Ed F. McFaddin, Associate Justice.

The only question to be decided is whether the Trial Court should be sustained in its holding that the plaintiff (appellee) had established a lost deed by the required quantum of evidence.

Mr. J. B. Coleman, Sr. was married three times, and died in 1934. Appellee, Joseph B. Coleman, is the youngest child of Coleman, Sr. The appellants are the children or descendants of Coleman, Sr. by prior marriages. The mother of appellee was Emma Powell Coleman, now deceased ; and appellee is her only heir. Coleman, Sr. owned eight lots in McIntosh’s Second Addition to Little Bock. In March 1930, Mr. Coleman deeded two of the lots to his oldest daughter, Mrs. Elsie C. Baer; and it was and is appellee’s contention that on or about the same time, Mr. Coleman, Sr. deeded the remaining six lots (here in litigation) to Mrs. Emma Powell Coleman; and that appellee owns the six lots by inheritance from his mother.

It was and is the contention of the appellants that due proof of the execution of said deed from Coleman, Sr. to Mrs. Emma Powell Coleman has not been made and, therefore, the appellants and appellee are co-tenants of said six lots. The Chancery Court held that appellee had established the lost deed from Coleman, Sr. to Emma Powell Coleman; and appellants challenge that holding.

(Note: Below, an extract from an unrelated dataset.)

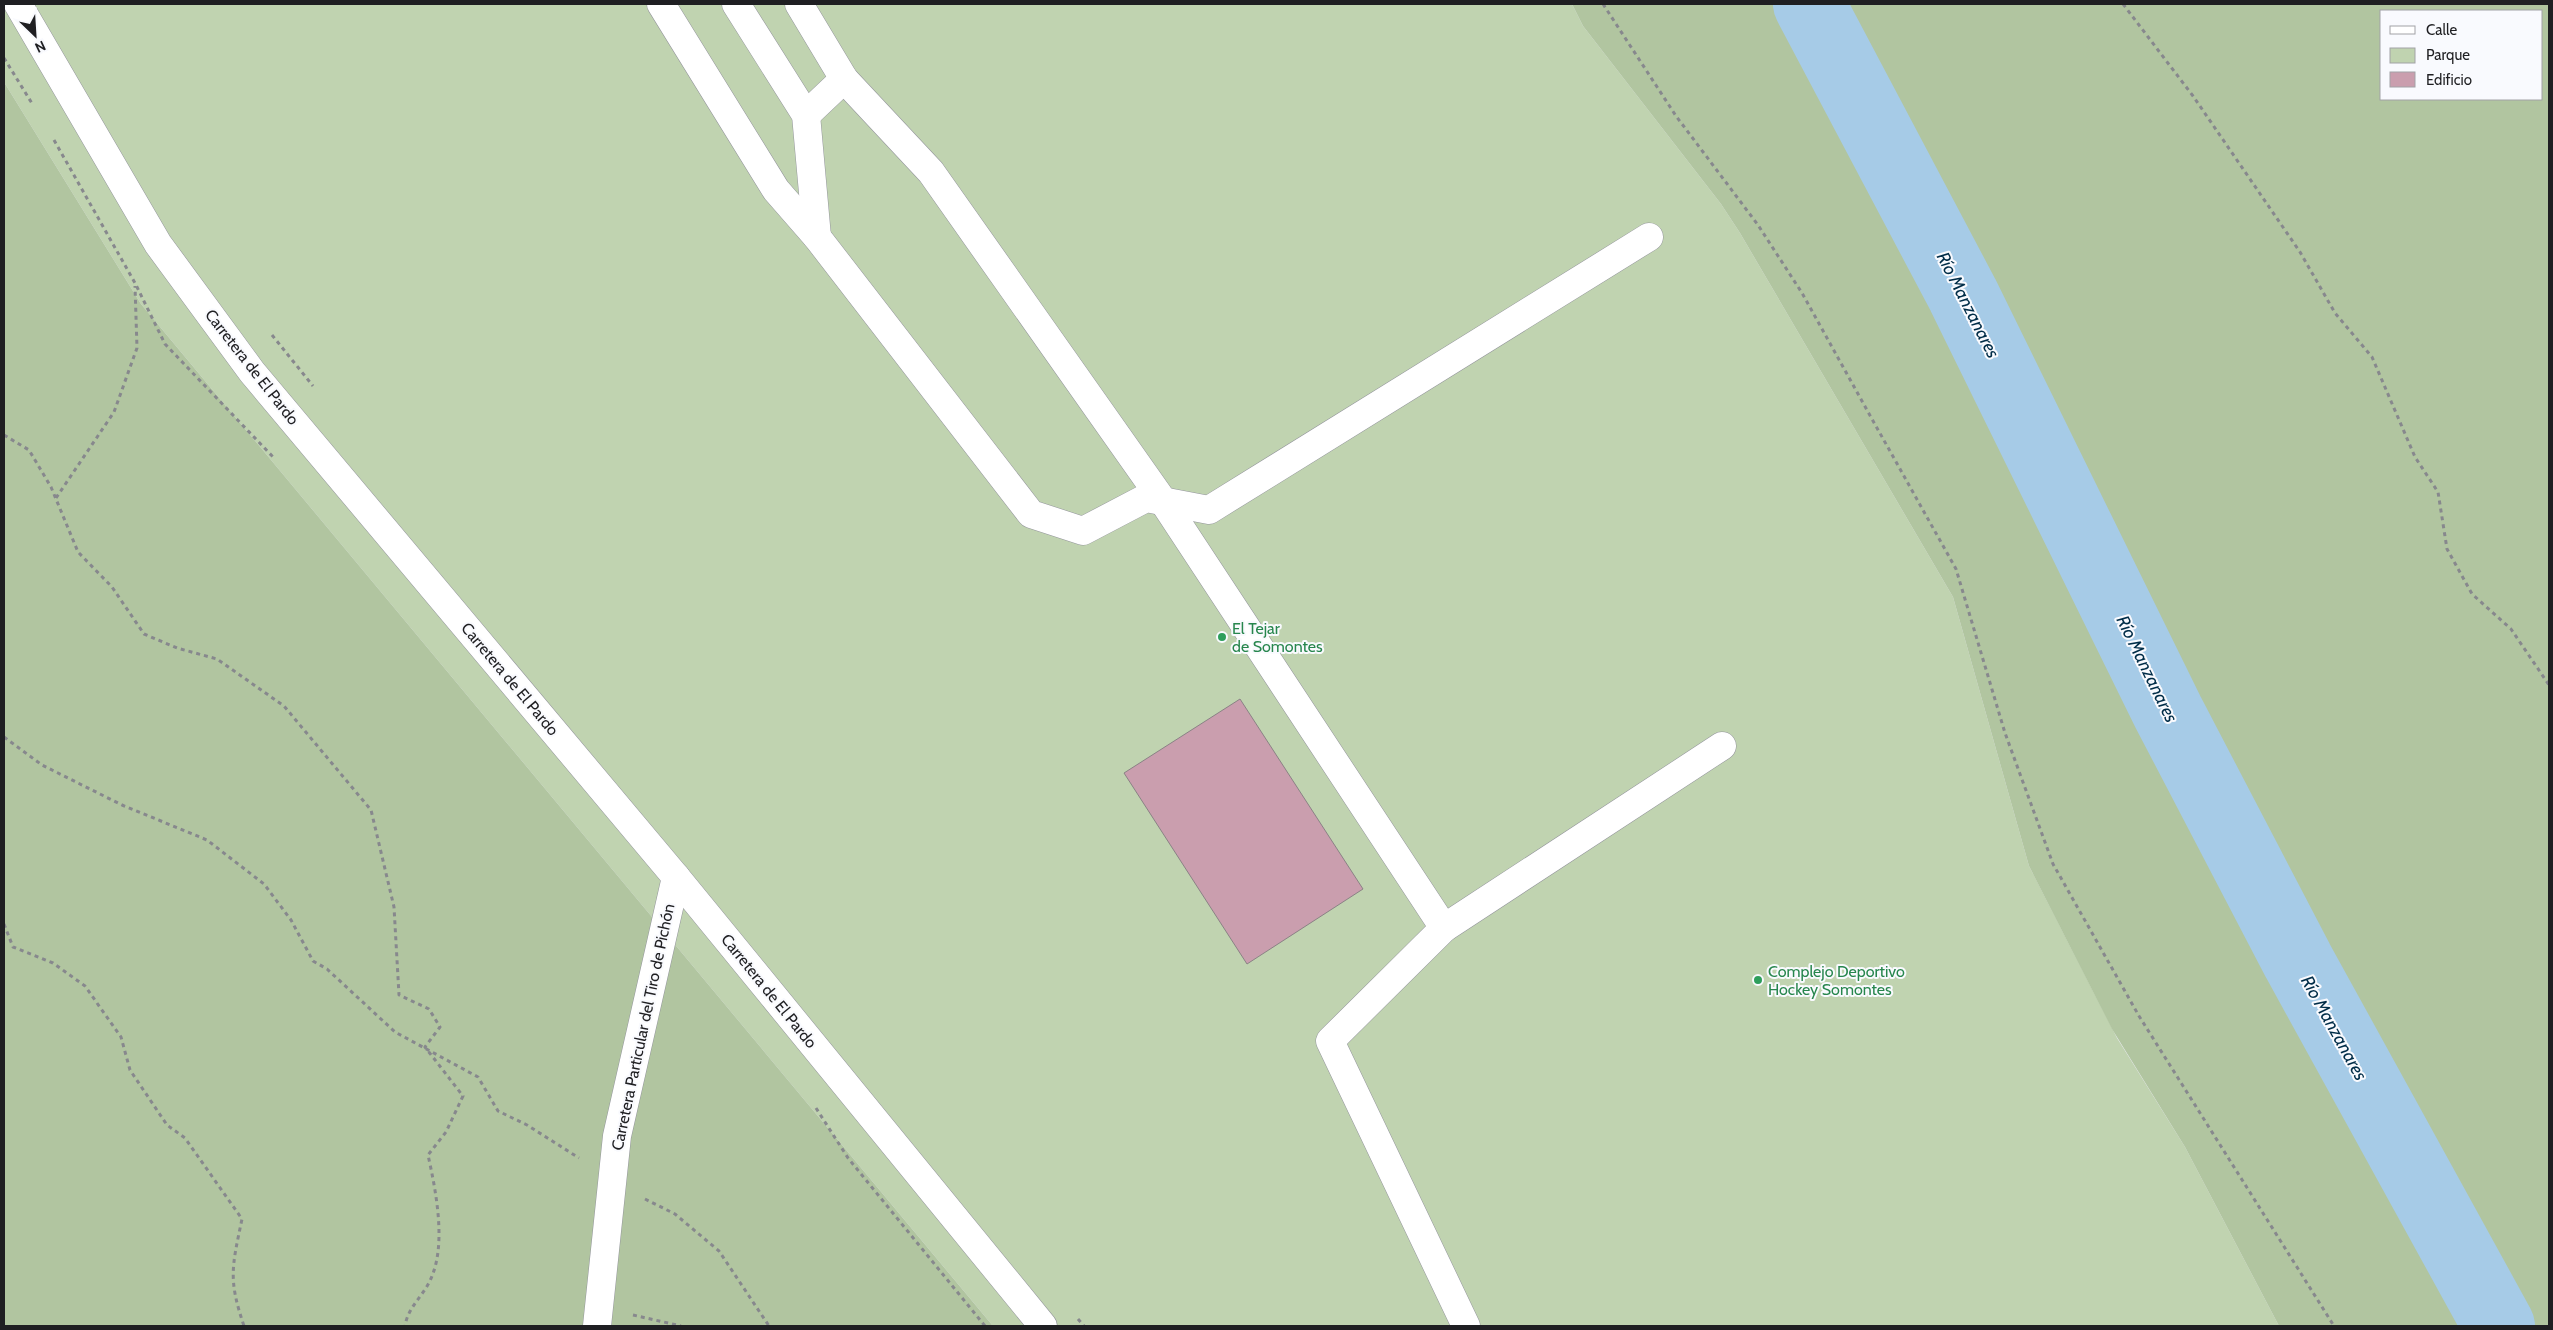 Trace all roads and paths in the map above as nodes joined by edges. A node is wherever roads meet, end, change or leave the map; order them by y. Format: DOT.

At the outset, we recognize the established rule for proof of a lost deed to be as stated by Justice Millwee in Schwartz v. Hardwicke, 229 Ark. 134, 313 S. W. 2d 832:

“It is well settled by our own cases, and the authorities generally, that the evidence required to prove and establish a lost deed must be clear, satisfactory and con*490vincing, though it need not be undisputed. McCulloch v. McCulloch, 213 Ark. 1004, 214 S. W. 2d 209. In Dillard v. Harden, 197 Ark. 586, 124 S. W. 2d 10, we said it is sufficient if the testimony which the court credits and accepts as true shows clearly, concisely and satisfactorily that the deed sought to be restored had in fact been executed and delivered. We have also said that the burden is upon one who claims under an alleged lost instrument to establish its execution, contents and loss by the same quantum of proof. Slaughter v. Cornie Stave Company, 172 Ark. 952, 291 S. W. 69.”

With the applicable law thus stated and understood, we proceed to examine the evidence to see whether it fulfills the requirements. Mrs. Katie Camp testified: that she was unrelated to the parties, but was well acquainted with Joseph B. Coleman, Sr. and his wife, Mrs. Emma Powell Coleman, having known them since 1930 when they were living near her in Levy; that one Sunday afternoon the Colemans were visiting at the home of Mrs. Camp, and Mr. Coleman made the statement that he had deeded two lots to his oldest daughter (Mrs. Baer), and “I made the others to Emma... I made a deed for them ... ”; that after Mr. Coleman’s death the witness saw the warranty deed from Coleman, Sr. to Emma Powell Coleman, conveying the lots here involved; that Mrs. Coleman kept the deed in a little green box; that Mrs. Emma Powell Coleman claimed the lots as her own, and witness went with Mrs. Coleman to see the lots in 1937 or 1938, which was the last time the witness saw the deed; and that the deed had Mr. Coleman’s signature, but witness could not be positive about an acknowledgment.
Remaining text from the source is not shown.